People with disabilities deserve attention

People with disabilities have poor representation across the board, despite being a massive, diverse audience.

Last week the world discovered that cops and firefighters arrested in New York for fraudulently seeking Social Security disability benefits were faking fallout from the Sept. 11, 2001, terrorist attacks as a get-rich gimmick to collect hundreds of millions of dollars in disability payments. These “Wolfs off Wall Street” went incognito as Chris Christie’s staff stages a loose analogy for a David O. Russell film set in 1970s Americana.

While crooks and crooked politicians can be entertaining at times, these dramas too often distract us from a less sexy story line, about the massive number of people with disabilities who receive disproportionally less attention in the American spotlight.

More than half of Americans (51 percent) report having a disability,

a family member, or a close friend with a disability. Whether it is an elderly parent with a chronic illness, a classmate who uses a wheelchair, or a young child on the autism spectrum,

most of us have loved ones with disabilities.

And tragically, fully 70 percent of working-age people with disabilities in America are outside the workforce (compared to 28 percent of people without disabilities).

Currently, there are 1 in 5 Americans (56 million) living with a disability. Yet, research by GLAAD found that people with disabilities only appear as characters in 1 percent of Hollywood films and TV shows.

The disabilities community has similar misrepresentation in today’s media and political discussions. Most reporters “don’t cover these issues,” and most politicians lack significant interest. Yet as taxpayers, we will pay for their monthly benefit checks seemingly without thought.

We currently spend $350 billion as a country each year on the Social Security disabilities benefits program. While the benefits are necessary for people with physical and mental disabilities who truly need the support — fraudulent claims, employer misconceptions, and a structurally misguiding benefits system leave countless capable people dependent on government funding for the rest of their lives.

In a poll from, 3 out of 4 people with disabilities responded that they prefer a job and independence to the government safety net of benefits.

Forward-thinking employers such as Walgreens, EY, AMC and Lowe’s understand that they can be outstanding employees. Their performance metrics are improving as people with disabilities contribute to the successful bottom lines of those companies. It’s time for other companies to follow their lead.

People with disabilities bring unique characteristics and talents to workplaces that benefit employers and staff. Stephen Hawking is a genius who happens to use a wheelchair. People with disabilities can bag groceries, tend our parks and schools, and be super talents in developing computer software.
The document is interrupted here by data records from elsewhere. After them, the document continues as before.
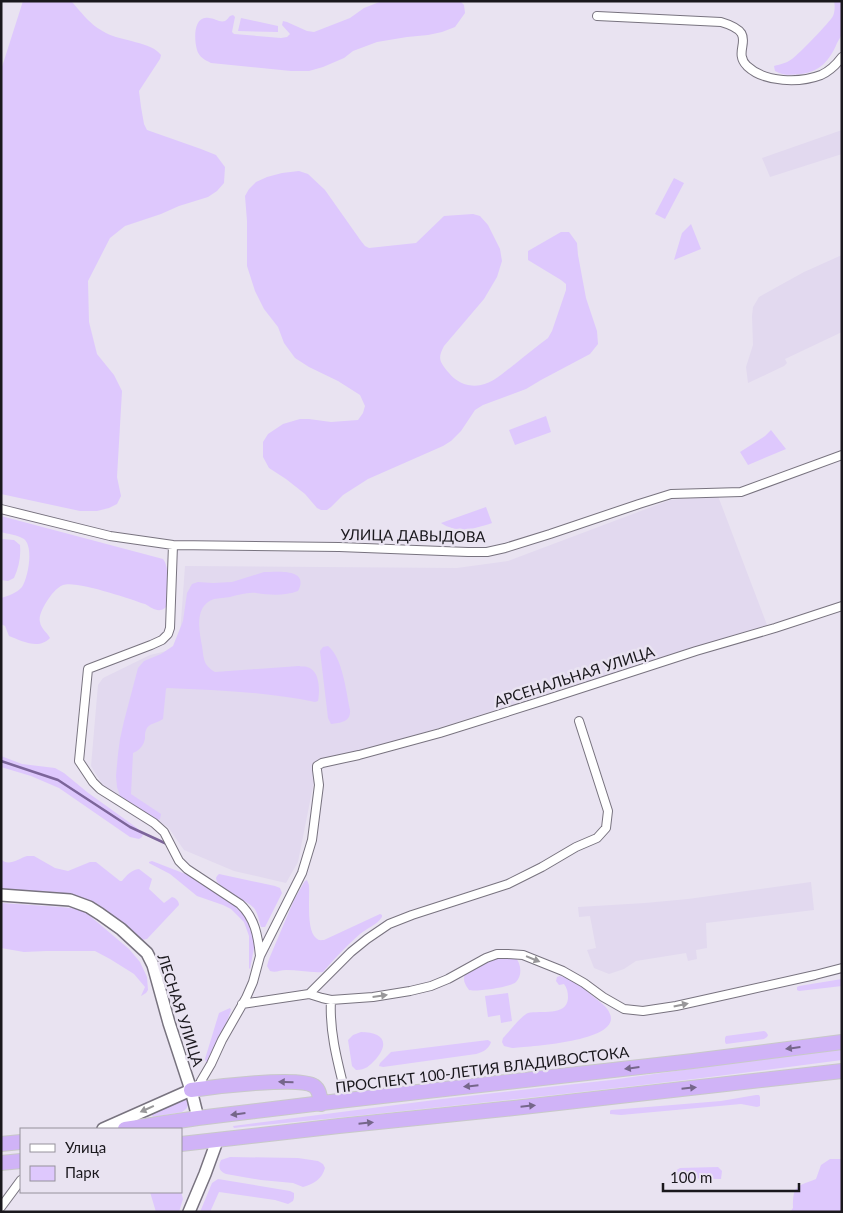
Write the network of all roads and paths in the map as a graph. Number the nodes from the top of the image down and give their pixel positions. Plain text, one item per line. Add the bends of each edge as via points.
1 (597, 16) dead end
2 (842, 57) edge
3 (842, 455) edge
4 (1, 508) edge
5 (174, 544) junction
6 (842, 606) edge
7 (579, 721) dead end
8 (1, 895) edge
9 (260, 956) junction
10 (842, 968) edge
11 (309, 994) junction
12 (331, 1000) junction
13 (242, 1004) junction
14 (842, 1042) edge
15 (842, 1071) edge
16 (192, 1090) junction
17 (347, 1100) junction
18 (321, 1104) junction
19 (198, 1118) junction
20 (105, 1128) edge
21 (132, 1128) edge
22 (217, 1141) junction
23 (20, 1142) edge
24 (1, 1144) edge
25 (182, 1144) edge
26 (20, 1160) edge
27 (1, 1163) edge
28 (20, 1181) edge
29 (1, 1207) edge
30 (189, 1212) edge

1 - 2 street via 721,22 733,26 743,35 742,59 747,66 779,80 822,75
3 - 5 street, УЛИЦА ДАВЫДОВА via 741,492 671,494 487,552
4 - 5 street, УЛИЦА ДАВЫДОВА via 110,536
5 - 9 street via 168,634 151,645 88,669 79,761 100,789 164,832 179,861 245,908 257,934
6 - 9 street, АРСЕНАЛЬНАЯ УЛИЦА via 440,733 322,762 317,766 319,785 309,853
7 - 11 street via 608,811 606,828 597,838 508,884 390,924 351,952
8 - 16 main road, ЛЕСНАЯ УЛИЦА via 70,900 89,907 121,929 147,953
9 - 13 street
12 -> 10 street via 422,989 486,958 502,954 523,955 563,971 624,1009 643,1011
11 - 12 street
11 - 13 street
12 - 17 street via 334,1042
13 - 16 street via 202,1082
14 -> 17 highway, ПРОСПЕКТ 100-ЛЕТИЯ ВЛАДИВОСТОКА
22 -> 15 highway
18 -> 16 highway via 316,1088 307,1083 257,1082
16 - 19 main road, ЛЕСНАЯ УЛИЦА
16 -> 20 main road
17 - 18 highway, ПРОСПЕКТ 100-ЛЕТИЯ ВЛАДИВОСТОКА
18 -> 19 highway, ПРОСПЕКТ 100-ЛЕТИЯ ВЛАДИВОСТОКА
19 - 21 highway, ПРОСПЕКТ 100-ЛЕТИЯ ВЛАДИВОСТОКА
22 - 25 highway
22 - 30 main road
23 - 24 highway
26 - 27 highway
28 - 29 street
Despite its reach across economic, social, racial and party lines, the disabilities community lacks necessary attention from policymakers often given to soccer moms, baby boomers, African-Americans and Hispanics.This group could make an impact if politicians could recognize their potential as a major voting block.

Until policymakers, screenwriters and journalists recognize the potential of people with disabilities, they will continue to fly under the employer radar. They will continue to watch from the sidelines as the Jordan Belforts and Carmine Politos get all the playing time.